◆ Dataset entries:
- - - -

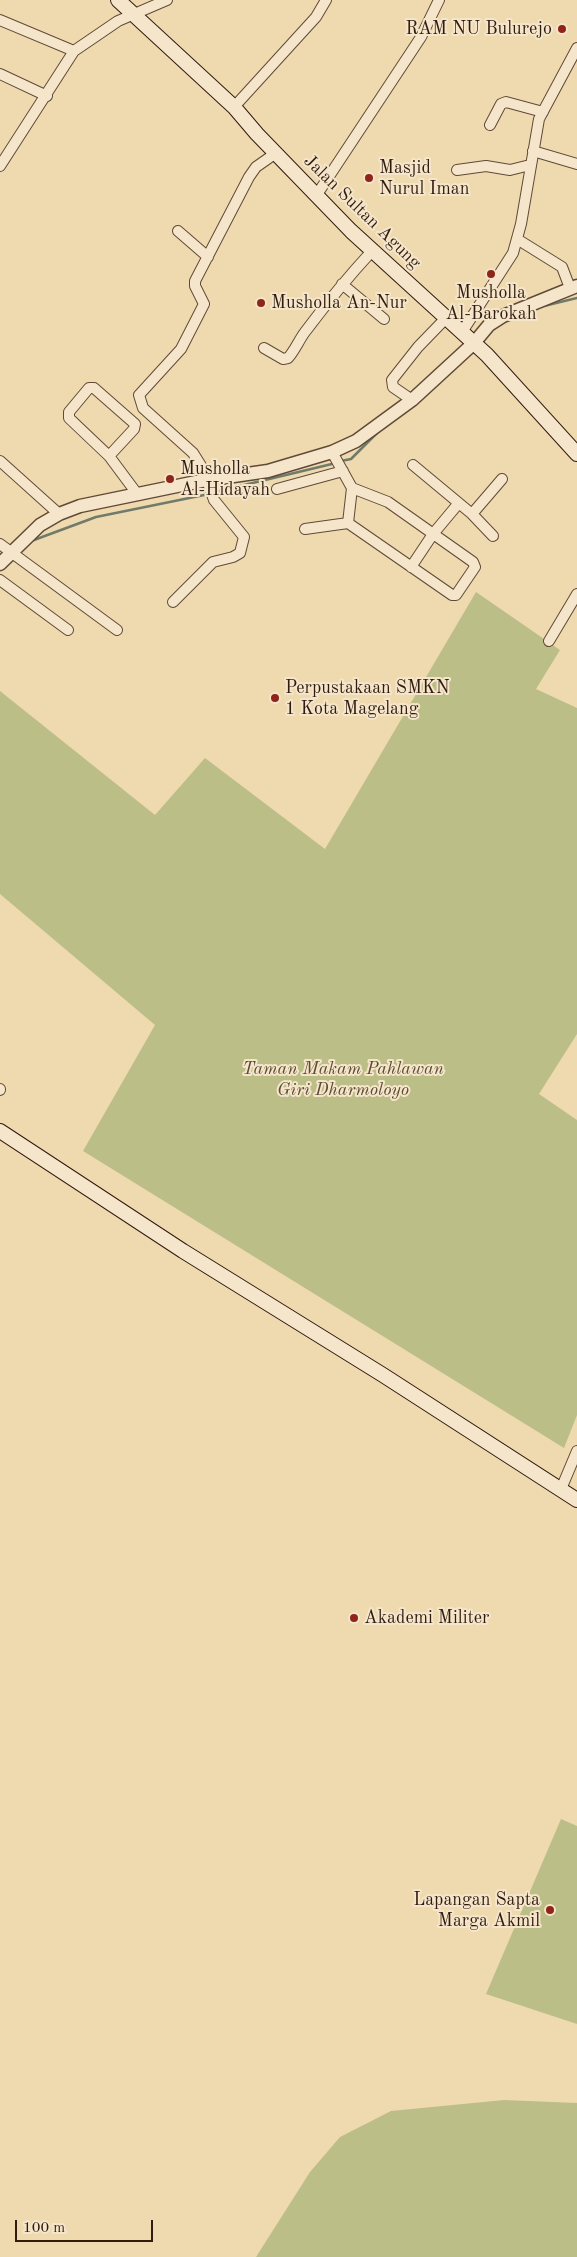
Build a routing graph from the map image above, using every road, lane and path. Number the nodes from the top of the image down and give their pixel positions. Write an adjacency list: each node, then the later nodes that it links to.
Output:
1 (118, 0): 5 (main road, Jalan Sultan Agung)
2 (167, 0): 5 (street)
3 (326, 0): 11 (street)
4 (439, 0): 20 (street)
5 (136, 15): 8 (street); 11 (main road, Jalan Sultan Agung)
6 (0, 20): 8 (street)
7 (577, 48): 12 (street)
8 (74, 51): 10 (street)
9 (0, 74): 10 (street)
10 (47, 96): 18 (street)
11 (234, 107): 15 (main road, Jalan Sultan Agung)
12 (543, 112): 13 (street); 14 (street)
13 (490, 125)
14 (533, 151): 16 (street); 17 (street)
15 (276, 153): 20 (main road, Jalan Sultan Agung); 24 (street)
16 (577, 164)
17 (530, 165): 19 (street); 22 (street)
18 (0, 166)
19 (457, 170)
20 (316, 196): 23 (main road, Jalan Sultan Agung)
21 (178, 231): 24 (street)
22 (517, 239): 26 (street); 29 (street)
23 (372, 251): 25 (street); 27 (main road, Jalan Sultan Agung)
24 (208, 257): 39 (street)
25 (342, 284): 28 (street); 30 (street)
26 (573, 287): 31 (street)
27 (447, 316): 29 (main road, Jalan Sultan Agung); 32 (street)
28 (384, 319)
29 (462, 332): 31 (main road, Jalan Sultan Agung)
30 (264, 348)
31 (480, 348): 32 (street); 33 (main road, Jalan Sultan Agung)
32 (412, 400): 35 (street)
33 (577, 454)
34 (109, 456): 34 (street); 42 (street)
35 (337, 460): 39 (street); 40 (street); 41 (street)
36 (0, 461): 44 (street)
37 (413, 465): 43 (street)
38 (502, 479): 45 (street)
39 (208, 487): 42 (street); 55 (street)
40 (352, 488): 46 (street); 48 (street)
41 (277, 489)
42 (138, 495): 44 (street)
43 (458, 504): 45 (street); 48 (street)
44 (59, 514): 50 (street)
45 (472, 514): 49 (street)
46 (348, 523): 47 (street); 52 (street)
47 (304, 530)
48 (433, 534): 52 (street); 52 (street)
49 (494, 536)
50 (11, 553): 51 (street); 57 (street)
51 (0, 564)
52 (411, 567)
53 (2, 581): 56 (street)
54 (577, 594): 58 (street)
55 (173, 602)
56 (68, 630)
57 (117, 630)
58 (549, 641)
59 (0, 1131): 61 (main road)
60 (577, 1451): 61 (street)
61 (561, 1488): 62 (main road)
62 (577, 1500)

- - - -

◆ Try it: Produce a verbatim copy of all records, minus pictures.

◆ Your solution:
Build a routing graph from the map image above, using every road, lane and path. Number the nodes from the top of the image down and give their pixel positions. Write an adjacency list: each node, then the later nodes that it links to.
Output:
1 (118, 0): 5 (main road, Jalan Sultan Agung)
2 (167, 0): 5 (street)
3 (326, 0): 11 (street)
4 (439, 0): 20 (street)
5 (136, 15): 8 (street); 11 (main road, Jalan Sultan Agung)
6 (0, 20): 8 (street)
7 (577, 48): 12 (street)
8 (74, 51): 10 (street)
9 (0, 74): 10 (street)
10 (47, 96): 18 (street)
11 (234, 107): 15 (main road, Jalan Sultan Agung)
12 (543, 112): 13 (street); 14 (street)
13 (490, 125)
14 (533, 151): 16 (street); 17 (street)
15 (276, 153): 20 (main road, Jalan Sultan Agung); 24 (street)
16 (577, 164)
17 (530, 165): 19 (street); 22 (street)
18 (0, 166)
19 (457, 170)
20 (316, 196): 23 (main road, Jalan Sultan Agung)
21 (178, 231): 24 (street)
22 (517, 239): 26 (street); 29 (street)
23 (372, 251): 25 (street); 27 (main road, Jalan Sultan Agung)
24 (208, 257): 39 (street)
25 (342, 284): 28 (street); 30 (street)
26 (573, 287): 31 (street)
27 (447, 316): 29 (main road, Jalan Sultan Agung); 32 (street)
28 (384, 319)
29 (462, 332): 31 (main road, Jalan Sultan Agung)
30 (264, 348)
31 (480, 348): 32 (street); 33 (main road, Jalan Sultan Agung)
32 (412, 400): 35 (street)
33 (577, 454)
34 (109, 456): 34 (street); 42 (street)
35 (337, 460): 39 (street); 40 (street); 41 (street)
36 (0, 461): 44 (street)
37 (413, 465): 43 (street)
38 (502, 479): 45 (street)
39 (208, 487): 42 (street); 55 (street)
40 (352, 488): 46 (street); 48 (street)
41 (277, 489)
42 (138, 495): 44 (street)
43 (458, 504): 45 (street); 48 (street)
44 (59, 514): 50 (street)
45 (472, 514): 49 (street)
46 (348, 523): 47 (street); 52 (street)
47 (304, 530)
48 (433, 534): 52 (street); 52 (street)
49 (494, 536)
50 (11, 553): 51 (street); 57 (street)
51 (0, 564)
52 (411, 567)
53 (2, 581): 56 (street)
54 (577, 594): 58 (street)
55 (173, 602)
56 (68, 630)
57 (117, 630)
58 (549, 641)
59 (0, 1131): 61 (main road)
60 (577, 1451): 61 (street)
61 (561, 1488): 62 (main road)
62 (577, 1500)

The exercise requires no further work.